Long-term clinical and angiographic outcome of patients with occlusive in-stent restenosis treated with (32P) β-brachytherapy

The objective of this study was to determine the safety and efficacy of 32P β-brachytherapy in totally occlusive in-stent restenosis (ISR). Patients with occlusive ISR were generally excluded from the randomized clinical trials on intracoronary brachytherapy (utilizing either γ- or β-sources) that have shown reductions in restenosis rate and need for revascularization procedures. We analyzed short- and long-term effects of 32P β-brachytherapy (20 Gy) in 27 patients (28 lesions) with occlusive ISR and 84 (99 lesions) patients with nonocclusive high-risk ISR. The primary outcome measure was frequency of in-lesion angiographic binary restenosis at 7 months.
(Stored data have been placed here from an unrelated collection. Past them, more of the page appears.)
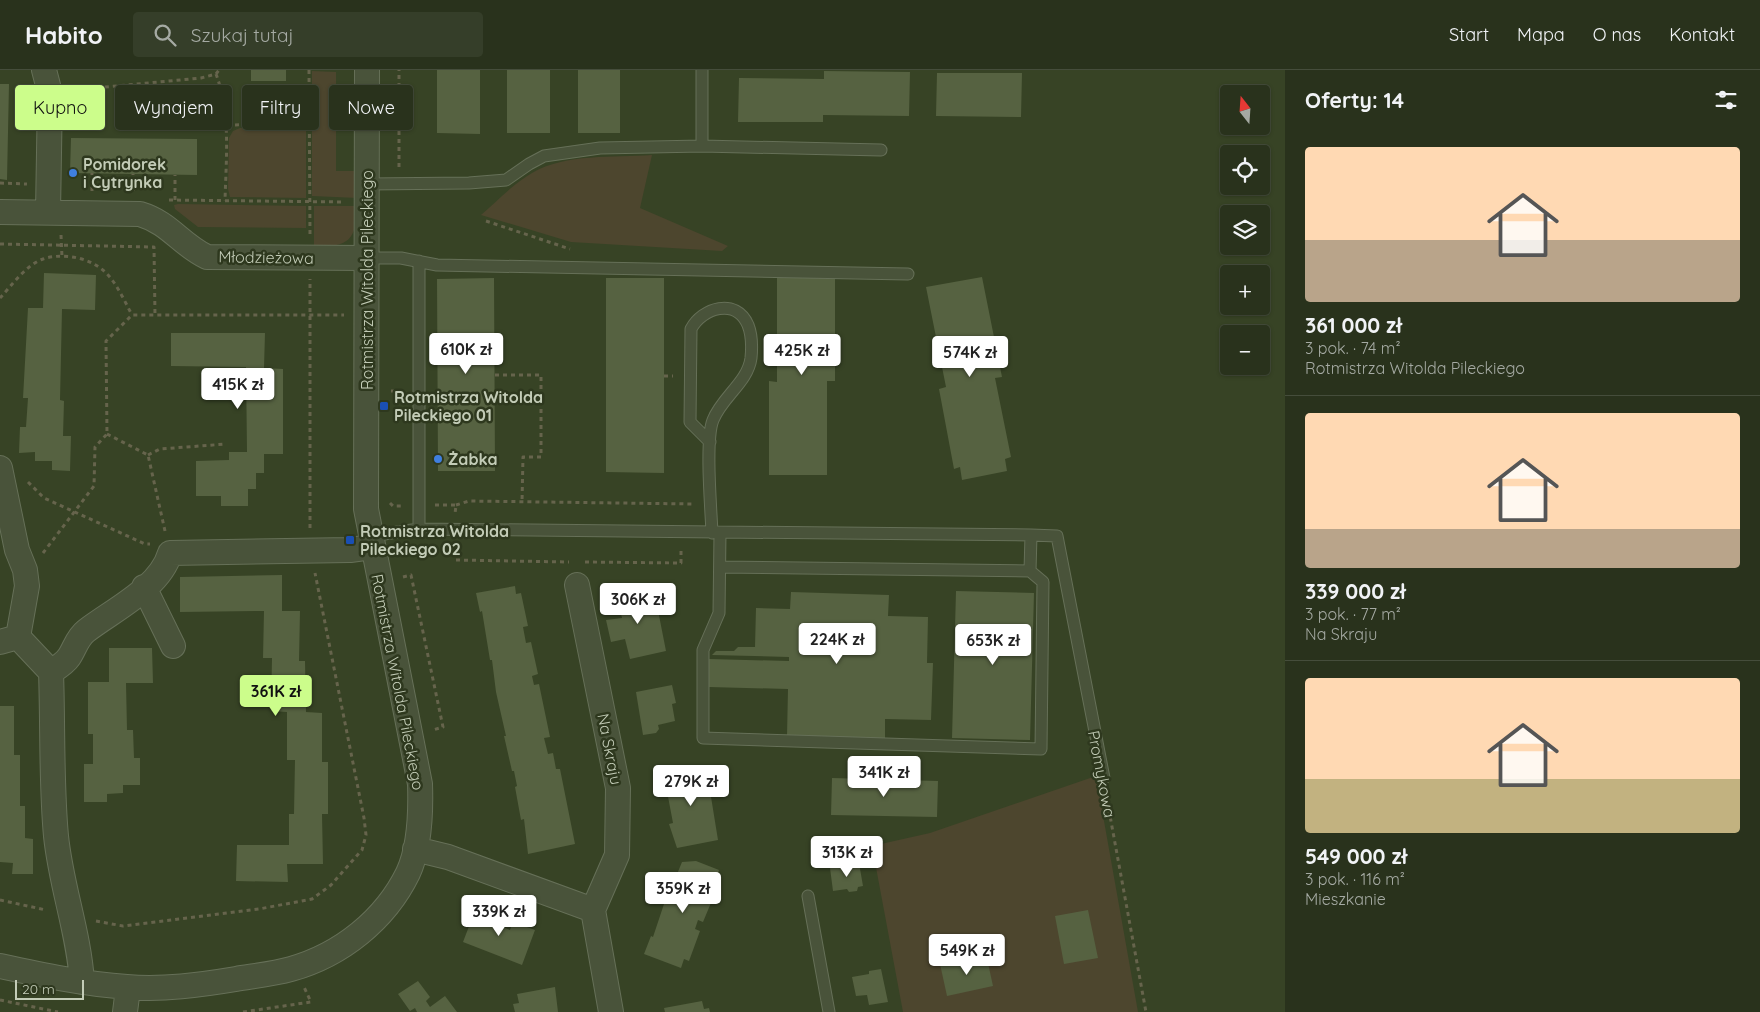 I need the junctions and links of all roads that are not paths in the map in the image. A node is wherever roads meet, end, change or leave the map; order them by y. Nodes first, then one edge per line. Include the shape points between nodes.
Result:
1 (367, 70) edge
2 (702, 70) edge
3 (47, 81) edge
4 (702, 146) junction
5 (881, 150) dead end
6 (367, 184) junction
7 (0, 212) edge
8 (54, 222) junction
9 (366, 258) junction
10 (419, 261) junction
11 (908, 274) dead end
12 (710, 442) junction
13 (0, 468) edge
14 (420, 529) junction
15 (716, 533) junction
16 (1031, 535) junction
17 (371, 541) junction
18 (720, 567) junction
19 (1030, 571) junction
20 (577, 585) dead end
21 (144, 588) junction
22 (9, 640) edge
23 (173, 646) dead end
24 (51, 672) junction
25 (1104, 778) road end
26 (415, 849) junction
27 (808, 896) dead end
28 (593, 910) junction
29 (0, 966) edge
30 (82, 982) junction
31 (128, 988) junction
32 (125, 1012) edge
33 (611, 1012) edge
34 (829, 1012) edge

1 - 6 street, Rotmistrza Witolda Pileckiego
2 - 4 lane
3 - 8 street
4 - 5 lane
4 - 6 lane via 565,152 544,156 506,180
6 - 9 street, Rotmistrza Witolda Pileckiego
7 - 8 street, Młodzieżowa
8 - 9 street, Młodzieżowa via 140,214 168,226 190,249 207,257
9 - 10 lane
9 - 17 street, Rotmistrza Witolda Pileckiego via 366,509
10 - 11 lane via 437,265
10 - 14 lane
12 - 12 lane via 713,420 745,374 751,357 747,323 729,309 718,308 704,313 691,329 690,422
12 - 15 lane via 711,504
13 - 22 street via 7,532 25,570 28,586 26,602
14 - 15 lane
14 - 17 lane
15 - 16 lane
15 - 18 lane
16 - 19 lane
16 - 25 lane, Promykowa via 1057,536
17 - 21 street via 310,550 170,553 159,576
17 - 26 street, Rotmistrza Witolda Pileckiego via 420,784 421,811
18 - 19 lane
18 - 19 lane via 719,613 703,650 703,738 1042,749 1043,582
20 - 28 street, Na Skraju via 618,788 617,855
21 - 23 street
21 - 24 street via 85,632 68,658
22 - 24 street
24 - 30 street via 56,837 80,956
26 - 28 street via 448,857
26 - 31 street, Rotmistrza Witolda Pileckiego via 408,873 390,901 366,929 335,952 292,969 270,973 177,987
27 - 34 lane
28 - 33 street
29 - 30 street, Rotmistrza Witolda Pileckiego
30 - 31 street, Rotmistrza Witolda Pileckiego
31 - 32 street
Secondary endpoints were rates of major adverse cardiac events (MACE), target vessel revascularization (TVR), clinically driven TVR, and target lesion revascularization (TLR). 32P β-brachytherapy was feasible and safe and provided similar postprocedural angiographic results in the two clinically comparable groups. However, the 7-month binary restenosis rate was higher in the occlusive group, as were the MACE and late total occlusion rates. Multivariate logistic analysis of the overall population indicated occlusive pattern to be the only independent predictor of angiographic restenosis. In both groups, recurrent lesions most often showed a focal pattern with significant reduction of length. Although safe and effective in high-risk ISR, 32P brachytherapy at 20 Gy does not appear to be sufficient to avoid long-term restenosis in patients with occlusive lesions. Further studies should determine the most suitable source and dosage of brachytherapy for patients with occlusive ISR. Catheter Cardiovasc Interv 2004;63:433–438. © 2004 Wiley-Liss, Inc.